Am I using the right register?
The reader or our academic paper/ dissertation is not going to be a friend or a relative, but a university lecturer and therefore a specialist in the subject or someone whose knowledge about the topic is much wider and deeper than yours. Your reader expects you to write in a formal way, not as if you were texting our friends. Hence, the style you use must be formal and you must have an eye for possible register mistakes. You should avoid vocabulary that is too familiar and as you will have imagined, slang is definitely out of place. Similarly, you should also avoid the opposite. That’s the use of too many words or expressions that are not in use any more and that may hide the meaning behind your words.
Clarity and concision are the rules of thumb in a good academic paper.
Do I use spelling and punctuation well?
An academic paper which has no punctuation or uses it wrongly will cause a very poor impression. The same applies if there are spelling mistakesTherefore, it is advisable that, apart from using the speller check application in your computer, you make a printout of your work to spot punctuation and spelling mistakes that the speller check will not have identified. Those mistakes can easily be overlooked when working on the computer. Besides there are words and mistakes that the speller check does not recognize and will consider to be wrong when in fact you know they are right.
Remember that spelling and punctuation conventions can vary from language to language. You should find out about those conventions if you are writing in a language that is not your own.

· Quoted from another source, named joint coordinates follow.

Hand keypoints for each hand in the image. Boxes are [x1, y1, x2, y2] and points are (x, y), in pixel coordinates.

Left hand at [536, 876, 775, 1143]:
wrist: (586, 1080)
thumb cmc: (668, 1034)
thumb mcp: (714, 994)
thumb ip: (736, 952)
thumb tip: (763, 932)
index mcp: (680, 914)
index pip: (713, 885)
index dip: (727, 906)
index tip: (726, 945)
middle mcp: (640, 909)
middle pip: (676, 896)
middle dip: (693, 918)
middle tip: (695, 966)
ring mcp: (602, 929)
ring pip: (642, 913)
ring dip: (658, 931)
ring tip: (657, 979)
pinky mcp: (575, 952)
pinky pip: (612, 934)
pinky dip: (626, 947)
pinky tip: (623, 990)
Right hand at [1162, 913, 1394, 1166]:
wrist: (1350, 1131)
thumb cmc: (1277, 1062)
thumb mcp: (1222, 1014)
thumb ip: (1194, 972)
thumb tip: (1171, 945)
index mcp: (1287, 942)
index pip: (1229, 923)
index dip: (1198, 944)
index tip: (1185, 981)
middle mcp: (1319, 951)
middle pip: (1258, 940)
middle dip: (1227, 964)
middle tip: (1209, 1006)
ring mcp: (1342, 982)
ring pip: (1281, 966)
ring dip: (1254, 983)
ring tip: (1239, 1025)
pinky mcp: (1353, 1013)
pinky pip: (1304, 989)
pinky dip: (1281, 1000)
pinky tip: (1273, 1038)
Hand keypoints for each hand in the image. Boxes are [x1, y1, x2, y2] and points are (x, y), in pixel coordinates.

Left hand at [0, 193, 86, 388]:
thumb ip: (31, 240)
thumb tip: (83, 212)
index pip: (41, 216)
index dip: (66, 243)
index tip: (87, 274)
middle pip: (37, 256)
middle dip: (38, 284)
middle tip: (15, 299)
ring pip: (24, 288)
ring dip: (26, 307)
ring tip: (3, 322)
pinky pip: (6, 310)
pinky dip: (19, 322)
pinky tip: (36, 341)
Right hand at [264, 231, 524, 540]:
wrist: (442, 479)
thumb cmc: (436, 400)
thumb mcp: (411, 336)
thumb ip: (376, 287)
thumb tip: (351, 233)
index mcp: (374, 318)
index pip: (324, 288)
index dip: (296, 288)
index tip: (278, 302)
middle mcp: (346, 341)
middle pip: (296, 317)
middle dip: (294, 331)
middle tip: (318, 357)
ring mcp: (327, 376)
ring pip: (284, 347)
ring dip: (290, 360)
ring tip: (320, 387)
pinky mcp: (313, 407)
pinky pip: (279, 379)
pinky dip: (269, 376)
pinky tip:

Do I use the language well?
If you are writing in your mother tongue, there should be no or hardly any grammar, spelling, punctuation and word order mistakes. On the contrary, if you are going to write your assignment in a language that you do not master, it is most likely that you will make mistakes and that you will make more mistakes than in your own mother tongue. That’s why you should make sure that you know the spelling and punctuation rules and written conventions in the language you are going to write your piece of work in. Sometimes these mistakes will make it difficult for the reader, in this case your tutor, to understand what you mean, which not only causes a poor impression about the writer but also has a direct influence on the final mark. It is convenient that you ask a classmate to read through your paper so that he can make suggestions about it and point out possible mistakes you have overlooked.
When am I plagirizing?
Plagiariazing consists in presenting as your own ideas that you have borrowed from an autor. Plagiarizing is a very serious mistake that should be avoided. If you wish to include a writer’s ideas you should include quotations, which will clearly show that those ideas are not yours. You can also paraphrase a writer’s words Paraphrasing does not mean to change some words from the original source but to express those ideas in your own words. If you do, it is advisable that you compare your version and the original to see that the similarities are minimal. Yet, some academic institutions frown upon it and it is not a good idea at all that you constantly paraphrase ideas by other authors.